(Collected data entries)
*** Begin section ***
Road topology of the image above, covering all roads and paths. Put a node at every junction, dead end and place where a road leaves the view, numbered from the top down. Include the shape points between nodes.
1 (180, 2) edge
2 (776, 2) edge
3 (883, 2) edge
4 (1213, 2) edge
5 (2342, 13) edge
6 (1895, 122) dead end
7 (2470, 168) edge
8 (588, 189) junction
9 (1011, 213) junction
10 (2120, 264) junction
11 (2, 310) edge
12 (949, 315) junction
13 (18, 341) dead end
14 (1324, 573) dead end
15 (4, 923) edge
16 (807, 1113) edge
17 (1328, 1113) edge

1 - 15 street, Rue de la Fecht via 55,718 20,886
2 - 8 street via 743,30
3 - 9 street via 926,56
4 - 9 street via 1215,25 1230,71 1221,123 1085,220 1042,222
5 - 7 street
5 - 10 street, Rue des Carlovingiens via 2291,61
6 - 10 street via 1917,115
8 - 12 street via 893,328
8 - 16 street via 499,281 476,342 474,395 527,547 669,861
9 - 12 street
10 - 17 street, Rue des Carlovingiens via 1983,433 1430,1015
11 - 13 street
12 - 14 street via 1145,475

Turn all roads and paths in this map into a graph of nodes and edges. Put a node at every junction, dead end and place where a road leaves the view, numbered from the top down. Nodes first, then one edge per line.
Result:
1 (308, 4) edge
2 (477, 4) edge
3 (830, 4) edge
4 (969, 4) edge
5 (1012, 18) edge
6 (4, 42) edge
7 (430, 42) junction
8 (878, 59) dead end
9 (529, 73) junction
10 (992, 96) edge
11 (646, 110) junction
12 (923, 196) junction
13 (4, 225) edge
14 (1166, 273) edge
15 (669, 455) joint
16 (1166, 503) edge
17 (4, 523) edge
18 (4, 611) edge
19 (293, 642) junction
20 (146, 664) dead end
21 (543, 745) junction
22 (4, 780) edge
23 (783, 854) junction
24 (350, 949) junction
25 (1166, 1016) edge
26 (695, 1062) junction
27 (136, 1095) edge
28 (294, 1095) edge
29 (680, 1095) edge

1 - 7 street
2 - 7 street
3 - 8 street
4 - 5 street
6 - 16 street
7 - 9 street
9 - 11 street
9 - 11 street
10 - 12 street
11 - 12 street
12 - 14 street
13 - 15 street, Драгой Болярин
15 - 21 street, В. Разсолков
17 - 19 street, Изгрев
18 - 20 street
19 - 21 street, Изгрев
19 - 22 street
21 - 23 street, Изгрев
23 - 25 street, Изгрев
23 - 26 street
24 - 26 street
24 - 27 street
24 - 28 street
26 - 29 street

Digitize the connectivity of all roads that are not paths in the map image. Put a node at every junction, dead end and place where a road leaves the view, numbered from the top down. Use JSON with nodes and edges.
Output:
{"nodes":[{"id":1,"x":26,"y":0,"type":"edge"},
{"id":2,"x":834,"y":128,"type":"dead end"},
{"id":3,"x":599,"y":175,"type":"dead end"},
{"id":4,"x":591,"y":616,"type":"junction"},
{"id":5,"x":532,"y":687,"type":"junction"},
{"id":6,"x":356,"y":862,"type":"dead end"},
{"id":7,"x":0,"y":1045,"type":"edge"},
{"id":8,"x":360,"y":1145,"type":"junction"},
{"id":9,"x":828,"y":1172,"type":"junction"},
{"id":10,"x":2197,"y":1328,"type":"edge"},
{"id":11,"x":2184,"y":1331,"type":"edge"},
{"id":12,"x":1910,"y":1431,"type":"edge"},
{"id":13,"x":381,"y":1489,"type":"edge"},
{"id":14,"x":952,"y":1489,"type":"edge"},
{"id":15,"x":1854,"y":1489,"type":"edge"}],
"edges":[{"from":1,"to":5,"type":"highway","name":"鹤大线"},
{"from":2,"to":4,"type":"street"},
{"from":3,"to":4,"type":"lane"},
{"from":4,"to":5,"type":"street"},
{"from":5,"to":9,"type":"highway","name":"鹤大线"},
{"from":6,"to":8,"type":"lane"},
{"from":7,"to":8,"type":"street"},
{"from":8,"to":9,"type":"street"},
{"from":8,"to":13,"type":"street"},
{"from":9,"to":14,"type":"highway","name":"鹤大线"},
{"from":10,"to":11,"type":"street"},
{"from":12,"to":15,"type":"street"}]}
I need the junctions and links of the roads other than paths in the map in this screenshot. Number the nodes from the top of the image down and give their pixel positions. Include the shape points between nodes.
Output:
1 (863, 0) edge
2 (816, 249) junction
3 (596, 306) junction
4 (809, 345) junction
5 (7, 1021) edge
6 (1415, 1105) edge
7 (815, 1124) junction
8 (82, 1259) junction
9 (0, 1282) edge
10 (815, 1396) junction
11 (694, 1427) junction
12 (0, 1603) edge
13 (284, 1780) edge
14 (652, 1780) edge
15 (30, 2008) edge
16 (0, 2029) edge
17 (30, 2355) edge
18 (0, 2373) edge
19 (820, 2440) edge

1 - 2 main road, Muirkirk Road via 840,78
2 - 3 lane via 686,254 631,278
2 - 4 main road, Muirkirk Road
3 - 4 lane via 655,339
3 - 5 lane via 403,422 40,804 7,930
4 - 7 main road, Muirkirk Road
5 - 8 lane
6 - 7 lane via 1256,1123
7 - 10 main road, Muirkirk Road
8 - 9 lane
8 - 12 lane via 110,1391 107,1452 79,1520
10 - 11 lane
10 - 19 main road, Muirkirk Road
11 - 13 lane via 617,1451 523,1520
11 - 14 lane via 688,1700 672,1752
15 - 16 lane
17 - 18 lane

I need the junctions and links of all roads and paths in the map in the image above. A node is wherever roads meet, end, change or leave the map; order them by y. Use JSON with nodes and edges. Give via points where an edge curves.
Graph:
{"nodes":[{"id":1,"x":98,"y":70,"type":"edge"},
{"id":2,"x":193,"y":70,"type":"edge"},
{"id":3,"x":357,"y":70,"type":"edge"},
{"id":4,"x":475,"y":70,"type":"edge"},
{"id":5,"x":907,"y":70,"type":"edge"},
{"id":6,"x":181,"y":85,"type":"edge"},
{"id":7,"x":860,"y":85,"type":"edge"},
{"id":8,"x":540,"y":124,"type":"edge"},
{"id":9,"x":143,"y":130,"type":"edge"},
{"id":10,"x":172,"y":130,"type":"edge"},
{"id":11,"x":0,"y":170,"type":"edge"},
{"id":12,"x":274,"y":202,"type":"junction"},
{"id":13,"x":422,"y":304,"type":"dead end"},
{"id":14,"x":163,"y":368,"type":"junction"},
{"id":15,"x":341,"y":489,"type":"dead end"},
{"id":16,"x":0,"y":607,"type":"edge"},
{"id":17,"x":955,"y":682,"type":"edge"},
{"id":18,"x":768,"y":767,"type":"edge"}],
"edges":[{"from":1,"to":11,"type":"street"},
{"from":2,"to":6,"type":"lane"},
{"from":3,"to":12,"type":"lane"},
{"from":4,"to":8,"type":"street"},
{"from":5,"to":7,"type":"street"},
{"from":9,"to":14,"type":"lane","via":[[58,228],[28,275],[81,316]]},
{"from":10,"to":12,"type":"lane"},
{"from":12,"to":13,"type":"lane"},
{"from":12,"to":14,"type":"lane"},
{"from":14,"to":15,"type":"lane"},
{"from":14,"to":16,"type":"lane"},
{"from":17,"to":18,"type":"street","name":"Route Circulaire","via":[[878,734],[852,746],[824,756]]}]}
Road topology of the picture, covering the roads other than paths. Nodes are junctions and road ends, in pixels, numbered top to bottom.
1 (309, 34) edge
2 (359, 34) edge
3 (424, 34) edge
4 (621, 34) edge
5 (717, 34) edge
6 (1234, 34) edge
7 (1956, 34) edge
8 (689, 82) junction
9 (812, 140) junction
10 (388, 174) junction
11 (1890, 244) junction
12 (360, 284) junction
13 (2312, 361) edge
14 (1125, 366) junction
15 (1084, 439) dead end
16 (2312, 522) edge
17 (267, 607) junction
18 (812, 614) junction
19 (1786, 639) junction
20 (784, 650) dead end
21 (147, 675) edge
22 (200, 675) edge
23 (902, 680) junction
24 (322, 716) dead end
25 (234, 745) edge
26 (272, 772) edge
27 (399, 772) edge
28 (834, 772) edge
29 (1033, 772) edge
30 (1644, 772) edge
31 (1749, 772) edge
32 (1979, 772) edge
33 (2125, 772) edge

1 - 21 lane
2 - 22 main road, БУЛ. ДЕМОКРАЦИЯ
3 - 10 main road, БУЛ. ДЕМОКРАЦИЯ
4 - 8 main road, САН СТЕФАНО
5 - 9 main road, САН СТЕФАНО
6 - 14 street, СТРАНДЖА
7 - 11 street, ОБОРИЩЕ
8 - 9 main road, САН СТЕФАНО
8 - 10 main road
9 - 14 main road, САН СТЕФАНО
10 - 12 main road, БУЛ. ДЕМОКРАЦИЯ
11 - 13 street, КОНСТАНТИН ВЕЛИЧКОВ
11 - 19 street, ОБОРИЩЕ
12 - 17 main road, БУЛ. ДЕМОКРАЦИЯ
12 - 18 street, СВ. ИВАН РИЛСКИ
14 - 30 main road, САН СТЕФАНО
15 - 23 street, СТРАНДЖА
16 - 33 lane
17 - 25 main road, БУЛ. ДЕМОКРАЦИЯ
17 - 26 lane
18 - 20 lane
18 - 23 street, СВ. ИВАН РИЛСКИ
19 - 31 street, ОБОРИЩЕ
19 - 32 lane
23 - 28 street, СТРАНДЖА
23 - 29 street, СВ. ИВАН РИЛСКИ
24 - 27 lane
*** End section ***
# EXERCISE:
Scan the data, and report each line that uses the word "links".

# FINISHED TASK:
I need the junctions and links of the roads other than paths in the map in this screenshot. Number the nodes from the top of the image down and give their pixel positions. Include the shape points between nodes.
I need the junctions and links of all roads and paths in the map in the image above. A node is wherever roads meet, end, change or leave the map; order them by y. Use JSON with nodes and edges. Give via points where an edge curves.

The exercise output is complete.